[Recorded data]
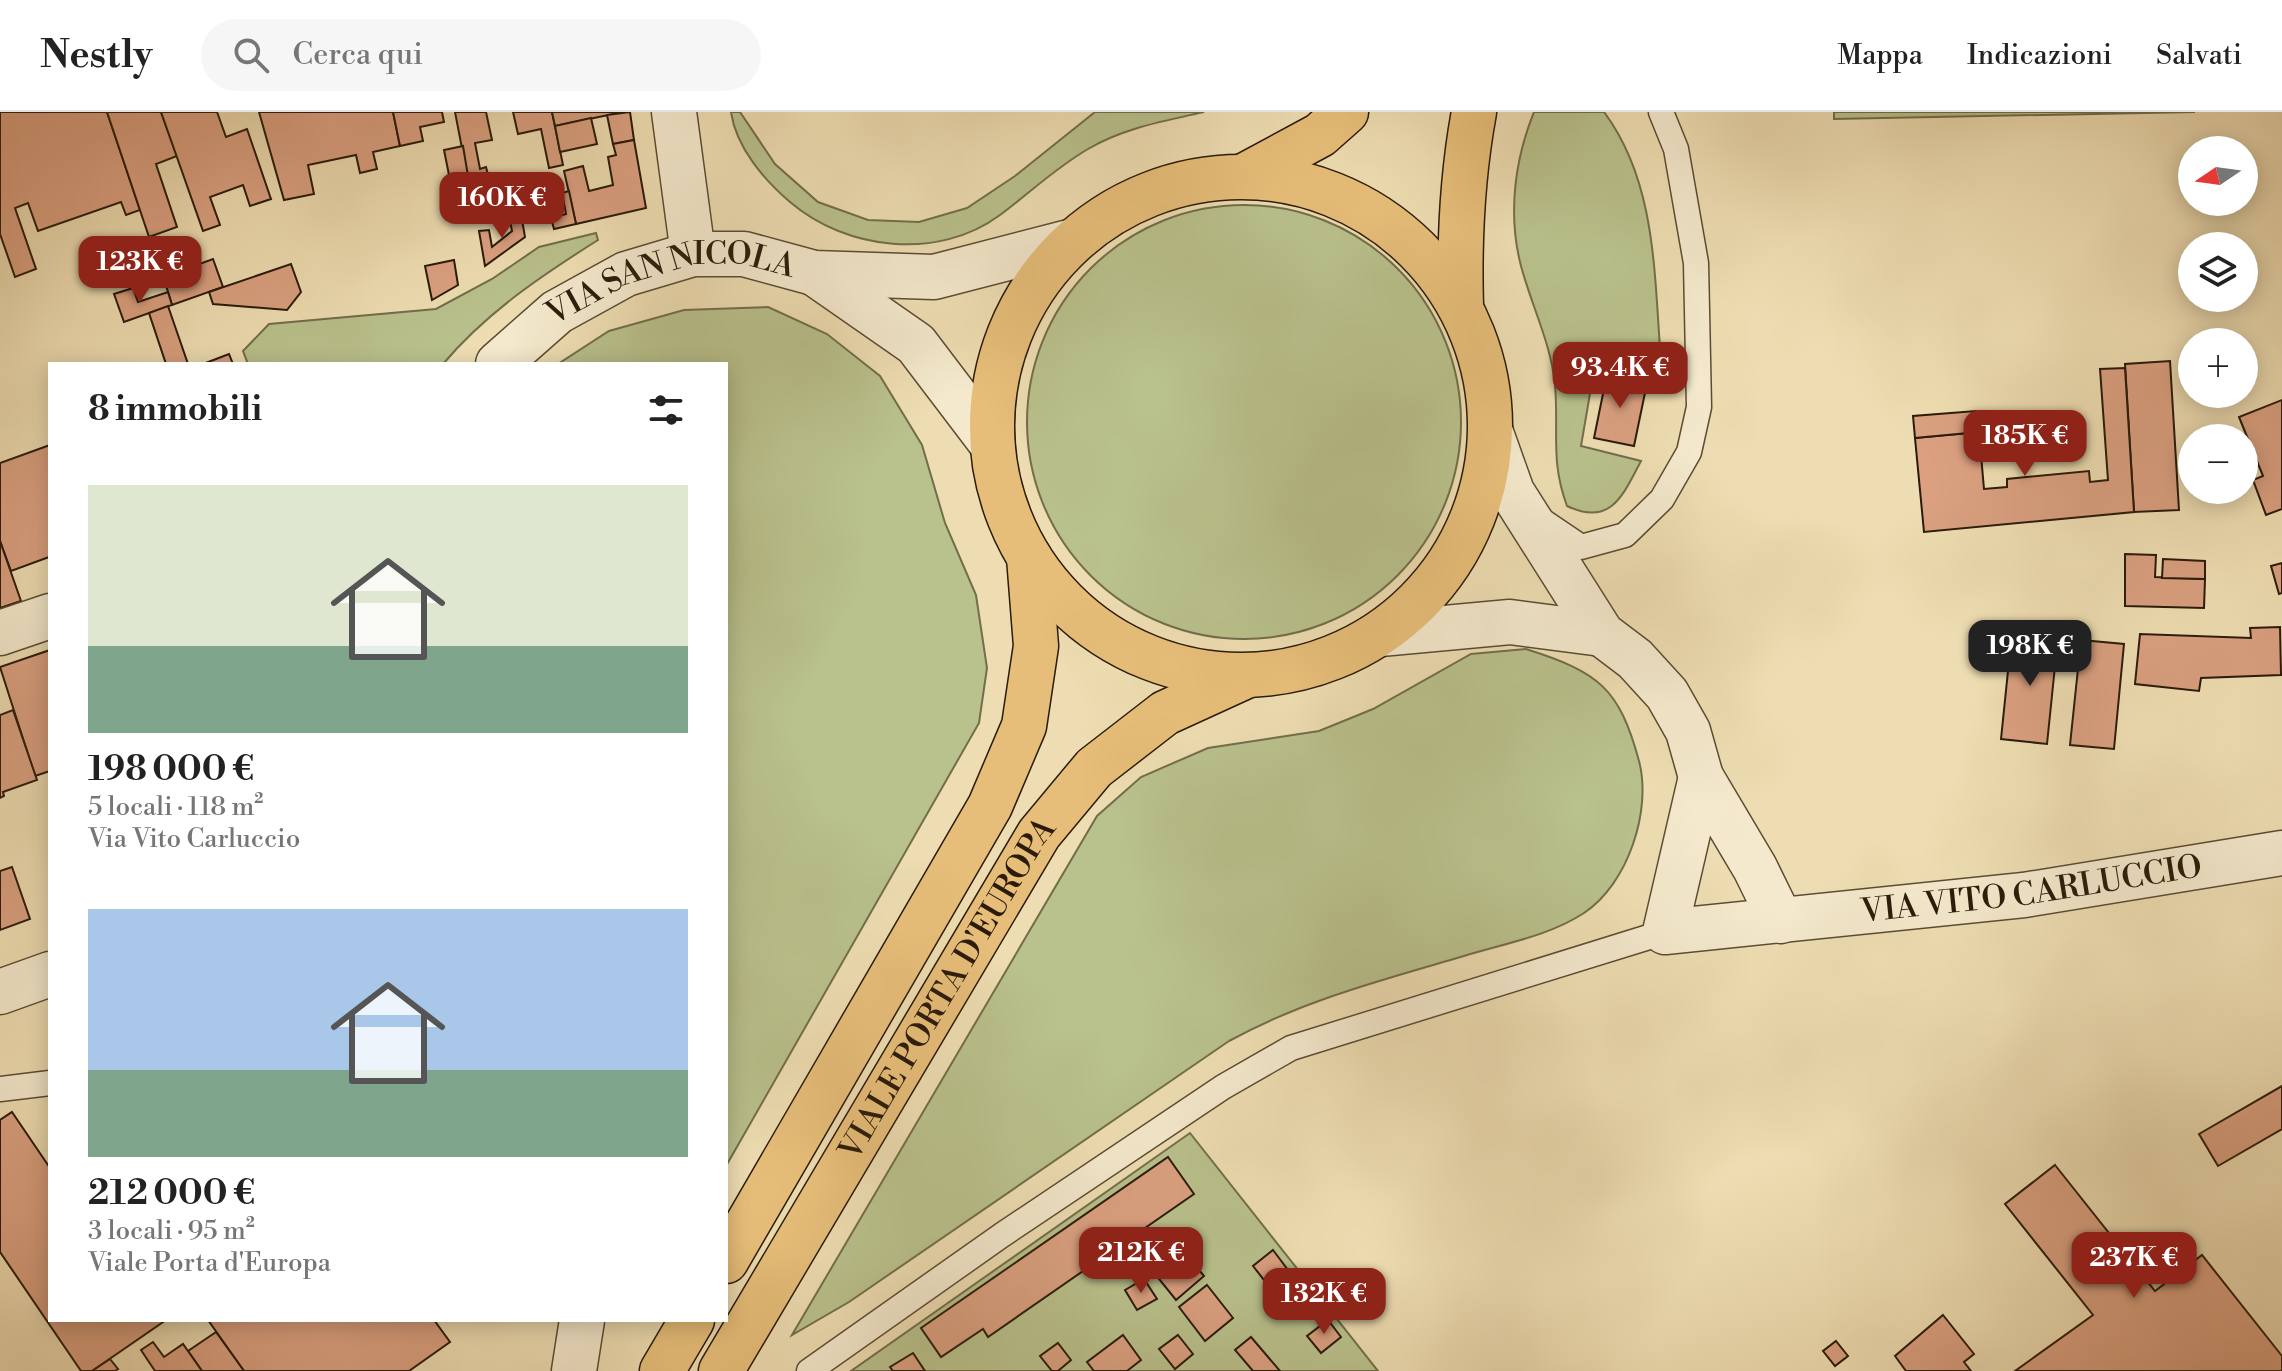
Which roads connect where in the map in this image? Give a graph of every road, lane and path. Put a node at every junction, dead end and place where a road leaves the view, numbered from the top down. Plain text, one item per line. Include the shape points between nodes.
1 (674, 112) edge
2 (1346, 112) edge
3 (1474, 112) edge
4 (1661, 112) edge
5 (1244, 176) junction
6 (1073, 241) junction
7 (693, 254) junction
8 (814, 273) junction
9 (1461, 307) junction
10 (500, 362) edge
11 (1491, 433) junction
12 (992, 444) junction
13 (1512, 492) junction
14 (1029, 557) junction
15 (48, 617) edge
16 (0, 633) edge
17 (1380, 634) junction
18 (1602, 634) junction
19 (1246, 676) junction
20 (1701, 777) junction
21 (2282, 853) edge
22 (1781, 921) junction
23 (1665, 932) junction
24 (48, 975) edge
25 (0, 992) edge
26 (48, 1083) edge
27 (0, 1089) edge
28 (728, 1258) edge
29 (582, 1322) edge
30 (691, 1322) edge
31 (574, 1371) edge
32 (662, 1371) edge
33 (721, 1371) edge
34 (809, 1371) edge

1 - 7 street
2 - 5 main road, VIALE PORTA D'EUROPA via 1320,135
3 - 9 main road, VIALE PORTA D'EUROPA via 1459,230
4 - 13 lane via 1676,149 1696,263 1699,407 1689,452 1662,499 1625,535 1581,547
5 - 6 main road, VIALE PORTA D'EUROPA via 1162,188 1115,210
5 - 9 main road, VIALE PORTA D'EUROPA via 1316,187 1359,206 1399,232
6 - 8 street, VIA SAN NICOLA via 934,277
6 - 12 main road, VIALE PORTA D'EUROPA via 1022,306 996,376
7 - 8 street, VIA SAN NICOLA via 744,254
7 - 10 street, VIA SAN NICOLA via 626,274 557,312
8 - 12 street, VIA SAN NICOLA via 916,344
9 - 11 main road, VIALE PORTA D'EUROPA via 1483,364
11 - 13 street
11 - 17 main road, VIALE PORTA D'EUROPA via 1475,515 1436,584
12 - 14 main road, VIALE PORTA D'EUROPA via 1001,494
13 - 18 street
14 - 19 main road, VIALE PORTA D'EUROPA via 1081,617 1155,661 1200,673
14 - 28 main road, VIALE PORTA D'EUROPA via 1034,659 1024,726 995,793
15 - 16 street
17 - 18 street via 1510,622
17 - 19 main road, VIALE PORTA D'EUROPA via 1329,661
18 - 20 street via 1635,659 1667,694 1688,731
19 - 33 main road, VIALE PORTA D'EUROPA via 1165,713 1094,768 1039,834
20 - 22 street
20 - 23 street
21 - 22 street, VIA VITO CARLUCCIO via 2024,895
22 - 23 street, VIA VITO CARLUCCIO
23 - 34 lane via 1291,1048 1223,1087 1002,1235
24 - 25 street
26 - 27 lane
29 - 31 street
30 - 32 main road

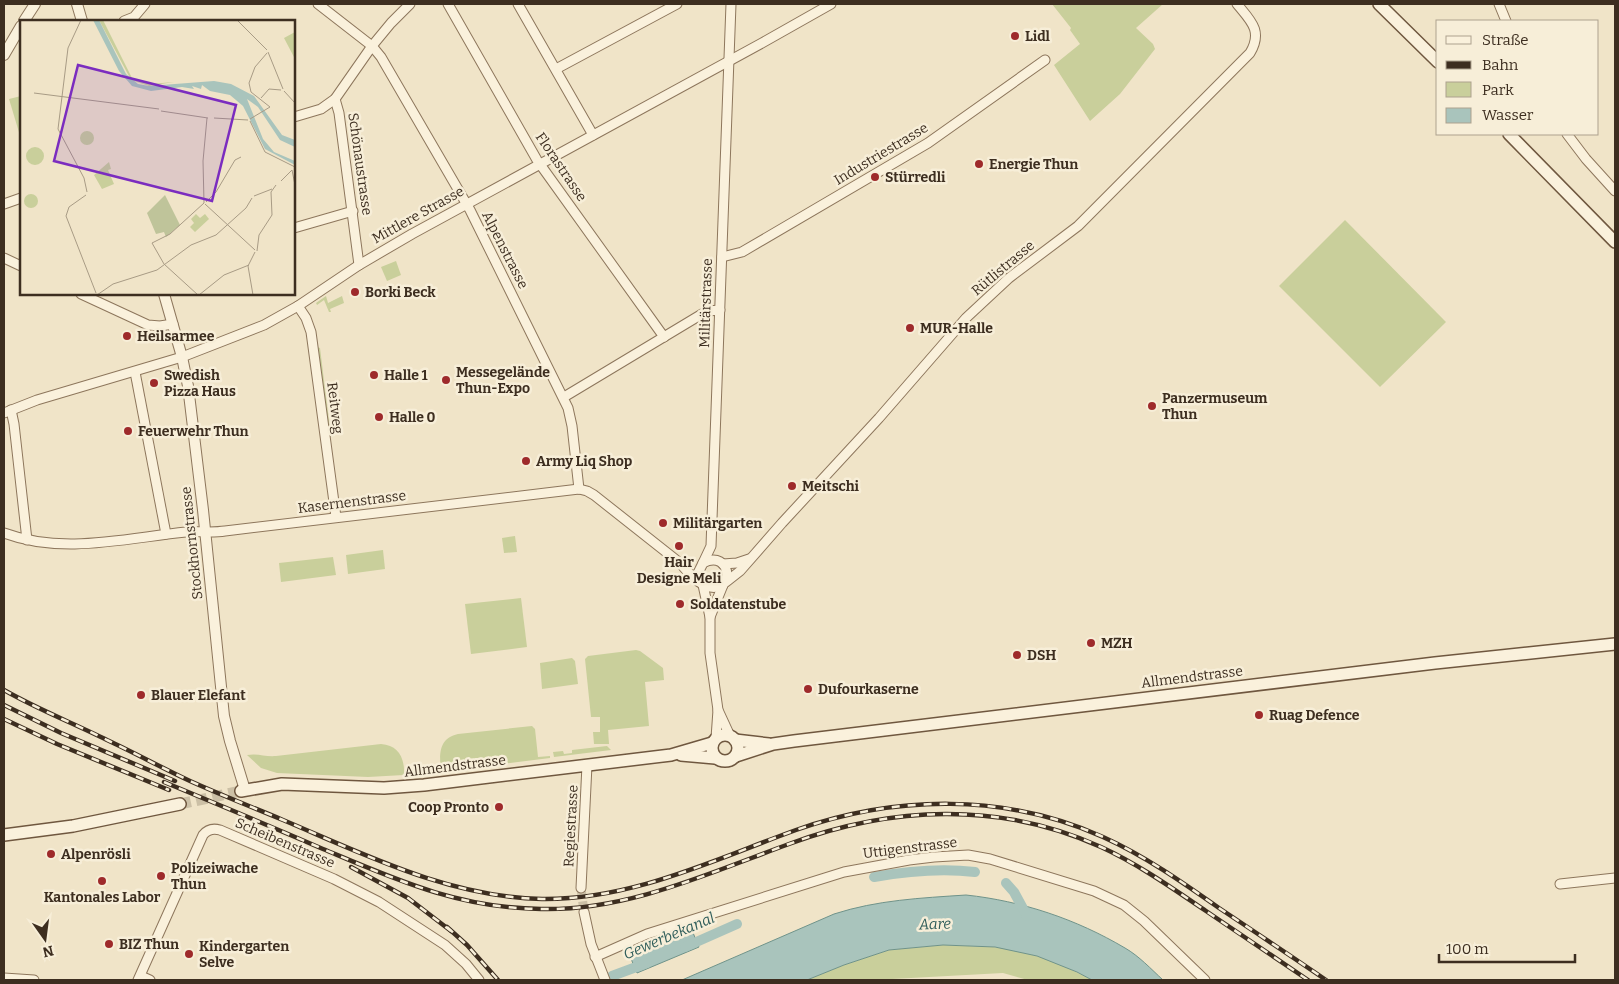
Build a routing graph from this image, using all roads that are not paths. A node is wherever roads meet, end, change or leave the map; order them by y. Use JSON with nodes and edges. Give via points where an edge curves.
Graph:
{"nodes":[{"id":1,"x":35,"y":4,"type":"edge"},
{"id":2,"x":77,"y":4,"type":"edge"},
{"id":3,"x":144,"y":4,"type":"edge"},
{"id":4,"x":318,"y":4,"type":"edge"},
{"id":5,"x":410,"y":4,"type":"edge"},
{"id":6,"x":448,"y":4,"type":"edge"},
{"id":7,"x":677,"y":4,"type":"edge"},
{"id":8,"x":731,"y":4,"type":"edge"},
{"id":9,"x":831,"y":4,"type":"edge"},
{"id":10,"x":1237,"y":4,"type":"edge"},
{"id":11,"x":1379,"y":4,"type":"edge"},
{"id":12,"x":1499,"y":4,"type":"edge"},
{"id":13,"x":521,"y":5,"type":"edge"},
{"id":14,"x":25,"y":20,"type":"edge"},
{"id":15,"x":82,"y":20,"type":"edge"},
{"id":16,"x":126,"y":20,"type":"edge"},
{"id":17,"x":1506,"y":20,"type":"edge"},
{"id":18,"x":20,"y":28,"type":"edge"},
{"id":19,"x":372,"y":46,"type":"junction"},
{"id":20,"x":4,"y":55,"type":"edge"},
{"id":21,"x":1045,"y":60,"type":"dead end"},
{"id":22,"x":1436,"y":60,"type":"edge"},
{"id":23,"x":729,"y":61,"type":"junction"},
{"id":24,"x":556,"y":69,"type":"junction"},
{"id":25,"x":335,"y":99,"type":"junction"},
{"id":26,"x":295,"y":117,"type":"edge"},
{"id":27,"x":593,"y":135,"type":"junction"},
{"id":28,"x":1510,"y":135,"type":"edge"},
{"id":29,"x":1568,"y":135,"type":"edge"},
{"id":30,"x":540,"y":164,"type":"junction"},
{"id":31,"x":1615,"y":191,"type":"edge"},
{"id":32,"x":20,"y":198,"type":"edge"},
{"id":33,"x":4,"y":204,"type":"edge"},
{"id":34,"x":466,"y":204,"type":"junction"},
{"id":35,"x":353,"y":211,"type":"junction"},
{"id":36,"x":295,"y":228,"type":"edge"},
{"id":37,"x":1615,"y":242,"type":"edge"},
{"id":38,"x":722,"y":257,"type":"junction"},
{"id":39,"x":4,"y":258,"type":"edge"},
{"id":40,"x":359,"y":265,"type":"junction"},
{"id":41,"x":20,"y":266,"type":"edge"},
{"id":42,"x":83,"y":295,"type":"edge"},
{"id":43,"x":164,"y":295,"type":"edge"},
{"id":44,"x":298,"y":306,"type":"junction"},
{"id":45,"x":720,"y":310,"type":"junction"},
{"id":46,"x":173,"y":324,"type":"junction"},
{"id":47,"x":664,"y":337,"type":"junction"},
{"id":48,"x":182,"y":357,"type":"junction"},
{"id":49,"x":135,"y":372,"type":"junction"},
{"id":50,"x":564,"y":397,"type":"junction"},
{"id":51,"x":7,"y":411,"type":"edge"},
{"id":52,"x":578,"y":489,"type":"junction"},
{"id":53,"x":336,"y":517,"type":"junction"},
{"id":54,"x":204,"y":531,"type":"junction"},
{"id":55,"x":4,"y":533,"type":"edge"},
{"id":56,"x":166,"y":534,"type":"junction"},
{"id":57,"x":28,"y":540,"type":"junction"},
{"id":58,"x":711,"y":546,"type":"junction"},
{"id":59,"x":749,"y":559,"type":"junction"},
{"id":60,"x":721,"y":562,"type":"junction"},
{"id":61,"x":680,"y":563,"type":"junction"},
{"id":62,"x":702,"y":564,"type":"junction"},
{"id":63,"x":701,"y":583,"type":"junction"},
{"id":64,"x":724,"y":583,"type":"junction"},
{"id":65,"x":710,"y":617,"type":"junction"},
{"id":66,"x":1615,"y":644,"type":"edge"},
{"id":67,"x":718,"y":710,"type":"junction"},
{"id":68,"x":733,"y":738,"type":"junction"},
{"id":69,"x":714,"y":741,"type":"junction"},
{"id":70,"x":773,"y":744,"type":"junction"},
{"id":71,"x":671,"y":755,"type":"junction"},
{"id":72,"x":736,"y":756,"type":"junction"},
{"id":73,"x":715,"y":758,"type":"junction"},
{"id":74,"x":588,"y":765,"type":"junction"},
{"id":75,"x":243,"y":791,"type":"joint"},
{"id":76,"x":180,"y":804,"type":"tunnel mouth"},
{"id":77,"x":4,"y":835,"type":"edge"},
{"id":78,"x":1615,"y":878,"type":"edge"},
{"id":79,"x":1560,"y":884,"type":"dead end"},
{"id":80,"x":581,"y":888,"type":"tunnel mouth"},
{"id":81,"x":584,"y":912,"type":"tunnel mouth"},
{"id":82,"x":596,"y":956,"type":"junction"},
{"id":83,"x":4,"y":978,"type":"edge"},
{"id":84,"x":140,"y":978,"type":"edge"},
{"id":85,"x":604,"y":978,"type":"edge"},
{"id":86,"x":34,"y":980,"type":"edge"},
{"id":87,"x":150,"y":980,"type":"edge"},
{"id":88,"x":478,"y":980,"type":"edge"},
{"id":89,"x":1206,"y":980,"type":"edge"}],
"edges":[{"from":1,"to":14,"type":"street"},
{"from":2,"to":15,"type":"street"},
{"from":3,"to":16,"type":"street","via":[[134,17]]},
{"from":4,"to":19,"type":"street","name":"Alpenstrasse"},
{"from":5,"to":19,"type":"street","name":"Schönaustrasse"},
{"from":6,"to":30,"type":"street","name":"Florastrasse"},
{"from":7,"to":24,"type":"street"},
{"from":8,"to":23,"type":"street","name":"Militärstrasse"},
{"from":9,"to":23,"type":"street","name":"Mittlere Strasse"},
{"from":10,"to":59,"type":"street","name":"Rütlistrasse","via":[[1255,30],[1250,53],[1078,226],[1009,278],[966,318]]},
{"from":11,"to":22,"type":"main road"},
{"from":12,"to":17,"type":"street"},
{"from":13,"to":24,"type":"street"},
{"from":18,"to":20,"type":"street"},
{"from":19,"to":25,"type":"street","name":"Schönaustrasse"},
{"from":19,"to":34,"type":"street","name":"Alpenstrasse","via":[[381,56]]},
{"from":21,"to":38,"type":"street","name":"Industriestrasse","via":[[928,143],[742,252]]},
{"from":23,"to":27,"type":"street","name":"Mittlere Strasse"},
{"from":23,"to":38,"type":"street","name":"Militärstrasse"},
{"from":24,"to":27,"type":"street"},
{"from":25,"to":26,"type":"street","via":[[321,109]]},
{"from":25,"to":35,"type":"street","name":"Schönaustrasse"},
{"from":27,"to":30,"type":"street","name":"Mittlere Strasse"},
{"from":28,"to":37,"type":"main road"},
{"from":29,"to":31,"type":"street"},
{"from":30,"to":34,"type":"street","name":"Mittlere Strasse"},
{"from":30,"to":47,"type":"street","name":"Florastrasse"},
{"from":32,"to":33,"type":"street"},
{"from":34,"to":40,"type":"street","name":"Mittlere Strasse"},
{"from":34,"to":50,"type":"street","name":"Alpenstrasse"},
{"from":35,"to":36,"type":"street"},
{"from":35,"to":40,"type":"street","name":"Schönaustrasse"},
{"from":38,"to":45,"type":"street","name":"Militärstrasse"},
{"from":39,"to":41,"type":"street"},
{"from":40,"to":44,"type":"street","name":"Mittlere Strasse"},
{"from":42,"to":46,"type":"street","via":[[148,325]]},
{"from":43,"to":46,"type":"street","name":"Stockhornstrasse"},
{"from":44,"to":48,"type":"street","name":"Mittlere Strasse","via":[[264,325]]},
{"from":44,"to":53,"type":"street","name":"Reitweg","via":[[311,332]]},
{"from":45,"to":47,"type":"street","via":[[702,314]]},
{"from":45,"to":58,"type":"street","name":"Militärstrasse"},
{"from":46,"to":48,"type":"street","name":"Stockhornstrasse"},
{"from":47,"to":50,"type":"street"},
{"from":48,"to":49,"type":"street","name":"Mittlere Strasse"},
{"from":48,"to":54,"type":"street","name":"Stockhornstrasse"},
{"from":49,"to":51,"type":"street","name":"Mittlere Strasse"},
{"from":49,"to":56,"type":"street"},
{"from":50,"to":52,"type":"street","name":"Alpenstrasse","via":[[572,426]]},
{"from":51,"to":57,"type":"street","via":[[14,424]]},
{"from":52,"to":53,"type":"street","name":"Kasernenstrasse"},
{"from":52,"to":61,"type":"street","via":[[594,495]]},
{"from":53,"to":54,"type":"street","name":"Kasernenstrasse"},
{"from":54,"to":56,"type":"street","name":"Kasernenstrasse"},
{"from":54,"to":75,"type":"street","name":"Stockhornstrasse","via":[[224,716]]},
{"from":55,"to":57,"type":"street","name":"Kasernenstrasse"},
{"from":56,"to":57,"type":"street","name":"Kasernenstrasse","via":[[72,545]]},
{"from":58,"to":60,"type":"street"},
{"from":58,"to":62,"type":"street","name":"Militärstrasse"},
{"from":59,"to":60,"type":"street","via":[[736,563]]},
{"from":59,"to":64,"type":"street","name":"Rütlistrasse"},
{"from":60,"to":62,"type":"street","via":[[711,560]]},
{"from":60,"to":64,"type":"street","via":[[728,574]]},
{"from":61,"to":62,"type":"street"},
{"from":61,"to":63,"type":"street"},
{"from":62,"to":63,"type":"street","via":[[698,573]]},
{"from":63,"to":64,"type":"street","via":[[712,589]]},
{"from":63,"to":65,"type":"street"},
{"from":64,"to":65,"type":"street"},
{"from":65,"to":67,"type":"street","via":[[710,653]]},
{"from":66,"to":70,"type":"main road","name":"Allmendstrasse"},
{"from":67,"to":68,"type":"street"},
{"from":67,"to":69,"type":"street"},
{"from":68,"to":69,"type":"main road","via":[[724,735]]},
{"from":68,"to":70,"type":"main road","name":"Allmendstrasse"},
{"from":68,"to":72,"type":"main road","via":[[738,749]]},
{"from":69,"to":71,"type":"main road","name":"Allmendstrasse"},
{"from":69,"to":73,"type":"main road","via":[[712,751]]},
{"from":70,"to":72,"type":"main road","name":"Allmendstrasse"},
{"from":71,"to":73,"type":"main road","name":"Allmendstrasse"},
{"from":71,"to":74,"type":"main road","name":"Allmendstrasse"},
{"from":72,"to":73,"type":"main road","via":[[726,762]]},
{"from":74,"to":75,"type":"main road","name":"Allmendstrasse","via":[[392,788],[290,784]]},
{"from":74,"to":80,"type":"street","name":"Regiestrasse"},
{"from":76,"to":77,"type":"main road","via":[[73,826]]},
{"from":78,"to":79,"type":"street"},
{"from":81,"to":82,"type":"street"},
{"from":82,"to":85,"type":"street"},
{"from":82,"to":89,"type":"street","name":"Uttigenstrasse","via":[[648,934],[844,872],[909,860],[968,855],[990,858],[1117,902],[1144,921]]},
{"from":83,"to":86,"type":"street"},
{"from":84,"to":87,"type":"street","name":"Scheibenstrasse"},
{"from":84,"to":88,"type":"street","name":"Scheibenstrasse","via":[[203,835],[214,829],[320,873],[379,902],[445,945]]}]}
[/Recorded data]
Aim of the exercise:
Across all the entries, how many lines hold the string "this"? Only the number is needed.

Your solution:
2